Something Wilder(58)
He reached back, pulling his soaked shirt off and using it to carefully clean her up. “Lily,” he said gently. “Breathe, honey. It’s okay. You’re safe.”
Giving in to the crash of emotions, she reached for him, pulling him down and over her. His torso landed on hers, solid and warm through her wet clothes, and she spread her hands across his bare back, stretching her fingers wide to cover as much of the broad expanse as she could. The strong bum-bum-bum of his heart pounded with reassuring vitality against her sternum. Lily wondered whether he could feel her heart, too. She wondered if he was remembering the first time they’d made love—Lily’s first time ever—and the way he’d collapsed on her afterward, just like this. That night his heart seemed like it was trying to drum its way out of his body and into hers.
It all could have ended back there in the river, and for what? Some money?
“What are we thinking?” she managed. “This is so dumb.”
Leo pulled back, passing his hand over her cheek, over her hair. “We’re thinking a shot at getting you your ranch back is worth a little wrestling with a river.”
In spite of herself, she coughed out a wry laugh. “For a second there, I really thought I was going to die.”
From the way he looked down at her, gaze moving over every one of her features, Lily could tell he’d thought the same thing. “I had to let you go once,” he told her. “You think I’m letting that happen again?”
Chapter Twenty
A LONG BEAT passed, Leo’s words echoing between them before he grimaced, pulling away.
“We should get you dry,” he murmured.
They climbed up onto the bank, and Leo immediately began to pull together sticks and twigs to build a fire. Lily wanted to help, but it felt like she’d been paralyzed. By his confession, by the near-death experience in the river, by the reality of their present circumstances. For a second time that day, adrenaline dumped a relieved deluge into her bloodstream, and she was suddenly shaking so hard she could barely take another step forward. She closed her eyes, clenching her jaw, trying to get her shit together when she felt Leo’s body move closer.
He held the sleeping bag from his bedroll between them, shielding her.
“Take off the rest of your clothes. They’ll need to dry overnight. You can wear my dry clothes.”
Lily stared at him over the top of the bag. “Leo, you don’t—”
“You’re shaking so hard you’re going to fall over. You know it’s going to get cold as soon as the sun drops.” He turned away, jaw tight. “I promise I won’t look.”
“I don’t care if you look.” Lily tugged her sopping shirt up and over her head, feeling weak and unsteady. Socks were peeled away to expose pale, waterlogged feet. After a brief hesitation and a glance up at him—he was still looking studiously away—she unlatched her bra and stepped out of her underwear.
“Okay,” she said quietly.
“Here.” With his eyes closed and face turned away, he moved to hand her the rolled-up bundle of his spare clothes. “Put those on.”
His neck was red, cheeks splotchy with heat. A vein in his neck pulsed.
“Okay,” she said again once she was dressed. “I’m decent.”
Leo stepped forward, draping the sleeping bag around her shoulders. And then he bent, picking up the pile of her wet clothing and his T-shirt, and moved several yards away to spread them across a flat stone still warm from the quickly setting sun. He pulled her tent and sleeping bag out of their straps, laying each out on warm rock surfaces. He lined up their hiking boots, dug into her bag, and showed her that although the beef jerky was wet, the phones, gun, and notebook—packed wisely in the middle of everything—were still safely dry inside the Ziploc bag.
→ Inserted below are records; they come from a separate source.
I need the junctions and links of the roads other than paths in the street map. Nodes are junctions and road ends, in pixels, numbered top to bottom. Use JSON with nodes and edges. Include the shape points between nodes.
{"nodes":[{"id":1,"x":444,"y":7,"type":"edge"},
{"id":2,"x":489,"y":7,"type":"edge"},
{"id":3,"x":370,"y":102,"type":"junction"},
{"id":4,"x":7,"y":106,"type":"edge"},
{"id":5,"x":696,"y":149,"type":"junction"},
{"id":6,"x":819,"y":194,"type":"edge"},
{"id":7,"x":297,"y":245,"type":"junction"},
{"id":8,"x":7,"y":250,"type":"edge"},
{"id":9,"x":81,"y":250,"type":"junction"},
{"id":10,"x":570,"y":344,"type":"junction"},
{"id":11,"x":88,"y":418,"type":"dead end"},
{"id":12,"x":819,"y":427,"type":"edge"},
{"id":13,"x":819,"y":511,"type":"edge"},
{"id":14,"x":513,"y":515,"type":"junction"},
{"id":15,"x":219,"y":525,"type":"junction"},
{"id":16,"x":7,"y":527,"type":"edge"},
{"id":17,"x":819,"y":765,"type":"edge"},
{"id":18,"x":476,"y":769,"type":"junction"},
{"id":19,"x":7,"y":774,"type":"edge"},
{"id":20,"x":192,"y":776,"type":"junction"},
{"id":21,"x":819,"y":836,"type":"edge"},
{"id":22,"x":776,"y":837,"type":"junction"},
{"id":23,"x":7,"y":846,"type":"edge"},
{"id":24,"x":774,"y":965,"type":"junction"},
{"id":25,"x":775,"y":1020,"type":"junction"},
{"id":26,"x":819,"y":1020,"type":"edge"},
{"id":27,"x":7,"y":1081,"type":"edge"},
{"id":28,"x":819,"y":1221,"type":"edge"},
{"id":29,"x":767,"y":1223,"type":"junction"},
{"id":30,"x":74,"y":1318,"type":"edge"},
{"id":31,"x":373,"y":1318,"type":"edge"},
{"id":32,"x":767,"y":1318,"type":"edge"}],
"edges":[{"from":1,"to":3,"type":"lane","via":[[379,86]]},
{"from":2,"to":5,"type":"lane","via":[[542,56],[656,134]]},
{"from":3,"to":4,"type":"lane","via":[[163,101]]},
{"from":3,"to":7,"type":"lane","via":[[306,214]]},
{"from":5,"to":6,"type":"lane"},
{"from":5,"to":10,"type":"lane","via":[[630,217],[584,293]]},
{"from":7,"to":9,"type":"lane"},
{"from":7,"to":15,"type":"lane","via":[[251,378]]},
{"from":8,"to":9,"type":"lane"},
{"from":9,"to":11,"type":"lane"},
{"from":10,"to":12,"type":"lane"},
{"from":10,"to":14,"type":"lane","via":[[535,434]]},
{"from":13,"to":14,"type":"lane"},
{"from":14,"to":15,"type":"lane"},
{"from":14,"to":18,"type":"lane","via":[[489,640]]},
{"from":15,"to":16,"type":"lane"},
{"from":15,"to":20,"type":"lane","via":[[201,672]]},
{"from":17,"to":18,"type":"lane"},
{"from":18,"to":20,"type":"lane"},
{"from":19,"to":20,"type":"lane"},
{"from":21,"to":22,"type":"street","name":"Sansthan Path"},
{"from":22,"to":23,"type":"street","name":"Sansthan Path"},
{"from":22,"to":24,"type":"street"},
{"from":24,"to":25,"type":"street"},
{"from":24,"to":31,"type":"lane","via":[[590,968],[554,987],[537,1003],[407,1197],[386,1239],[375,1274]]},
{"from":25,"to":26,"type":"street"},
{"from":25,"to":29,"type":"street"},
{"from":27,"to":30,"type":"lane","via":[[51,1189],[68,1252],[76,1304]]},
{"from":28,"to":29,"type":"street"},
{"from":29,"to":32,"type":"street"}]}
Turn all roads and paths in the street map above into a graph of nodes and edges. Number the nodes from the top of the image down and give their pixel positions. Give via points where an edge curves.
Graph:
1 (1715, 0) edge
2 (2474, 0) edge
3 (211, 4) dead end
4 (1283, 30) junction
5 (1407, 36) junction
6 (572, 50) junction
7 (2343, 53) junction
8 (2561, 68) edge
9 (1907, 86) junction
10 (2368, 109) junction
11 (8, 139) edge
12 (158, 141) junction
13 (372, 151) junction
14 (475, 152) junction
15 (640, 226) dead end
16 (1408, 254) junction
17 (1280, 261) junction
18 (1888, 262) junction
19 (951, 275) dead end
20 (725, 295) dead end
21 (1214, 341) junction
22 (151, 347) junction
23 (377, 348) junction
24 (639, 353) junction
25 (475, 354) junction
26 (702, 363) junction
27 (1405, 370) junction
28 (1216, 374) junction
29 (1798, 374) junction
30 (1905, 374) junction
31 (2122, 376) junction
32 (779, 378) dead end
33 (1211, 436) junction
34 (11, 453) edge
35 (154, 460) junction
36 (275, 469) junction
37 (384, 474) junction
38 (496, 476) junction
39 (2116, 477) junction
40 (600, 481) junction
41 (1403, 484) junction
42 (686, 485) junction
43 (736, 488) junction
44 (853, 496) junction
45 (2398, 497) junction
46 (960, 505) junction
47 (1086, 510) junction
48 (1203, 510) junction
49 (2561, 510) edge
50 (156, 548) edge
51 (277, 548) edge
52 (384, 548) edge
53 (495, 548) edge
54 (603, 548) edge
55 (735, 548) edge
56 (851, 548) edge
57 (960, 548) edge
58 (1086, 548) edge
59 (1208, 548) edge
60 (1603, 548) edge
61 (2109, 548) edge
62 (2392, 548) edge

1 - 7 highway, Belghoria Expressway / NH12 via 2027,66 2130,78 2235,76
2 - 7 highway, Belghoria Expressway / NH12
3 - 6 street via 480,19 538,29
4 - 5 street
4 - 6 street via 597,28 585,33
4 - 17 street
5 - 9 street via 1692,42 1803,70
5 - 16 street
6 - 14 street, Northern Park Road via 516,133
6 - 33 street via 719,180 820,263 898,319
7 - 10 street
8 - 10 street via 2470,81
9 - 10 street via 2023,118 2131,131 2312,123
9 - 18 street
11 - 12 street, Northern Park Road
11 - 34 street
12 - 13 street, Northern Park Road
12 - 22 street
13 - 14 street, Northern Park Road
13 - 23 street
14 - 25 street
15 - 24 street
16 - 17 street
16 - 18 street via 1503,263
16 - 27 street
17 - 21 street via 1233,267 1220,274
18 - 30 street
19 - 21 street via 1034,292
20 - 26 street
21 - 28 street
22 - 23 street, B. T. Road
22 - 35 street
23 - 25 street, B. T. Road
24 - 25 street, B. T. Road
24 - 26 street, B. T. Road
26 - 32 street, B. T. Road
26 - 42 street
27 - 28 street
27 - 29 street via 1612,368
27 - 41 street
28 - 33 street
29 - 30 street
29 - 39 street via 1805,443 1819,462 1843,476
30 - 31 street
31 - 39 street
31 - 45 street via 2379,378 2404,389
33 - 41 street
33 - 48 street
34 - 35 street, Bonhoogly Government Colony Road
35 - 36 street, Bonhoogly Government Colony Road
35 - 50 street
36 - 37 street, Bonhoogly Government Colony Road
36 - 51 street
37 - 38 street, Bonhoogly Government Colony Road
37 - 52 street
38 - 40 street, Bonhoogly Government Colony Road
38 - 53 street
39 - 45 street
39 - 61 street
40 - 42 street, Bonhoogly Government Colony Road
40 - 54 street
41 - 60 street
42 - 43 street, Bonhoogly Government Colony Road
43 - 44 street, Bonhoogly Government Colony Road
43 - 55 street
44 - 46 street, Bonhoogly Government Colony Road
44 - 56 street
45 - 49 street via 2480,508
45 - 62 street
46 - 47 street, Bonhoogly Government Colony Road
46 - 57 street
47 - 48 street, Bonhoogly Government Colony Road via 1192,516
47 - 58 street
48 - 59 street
“Thank God,” she said quietly.
“Yeah.”
Lily watched as he unselfconsciously stripped his pants and socks off and placed them beside everything else. She should have been more surprised by the sight of his skin, or by the fact that she was suddenly looking at so much of it. His broad shoulders, tapered waist, thick thighs were all bared to her; smooth and defined. Leo was more muscular in this grown-up body. But his body was still his, and looking at him now—especially with the panic wearing off—made a yawning ache grow inside her.
He left his boxers on as he gingerly stepped barefoot around their makeshift camp, going back to collecting branches, twigs, dried grass.
Once her legs were working again, she moved to his pack—the dry one—and pulled his tent free.
“We’ll have to share this, I guess,” she said.
“I’ll set it up.” Leo grinned at her from where he was crouching over the kindling, holding the flint. “Your job is to sit there and watch me.”
Heat flooded her cheeks and she tried to figure out if he was teasing her for getting mad at him last night or implying that it was a hardship somehow to have him doing a rugged mountain-man routine in nothing but a pair of wet black boxer briefs.
And then she decided she didn’t care. Lily settled down on a rock, allowing herself this tiny window to enjoy watching him. Carefully, he started a fire, surrounding it with a small ring of stones. Once it was going and he was satisfied it wouldn’t fizzle out, he sat across from her, holding his hands out to warm them.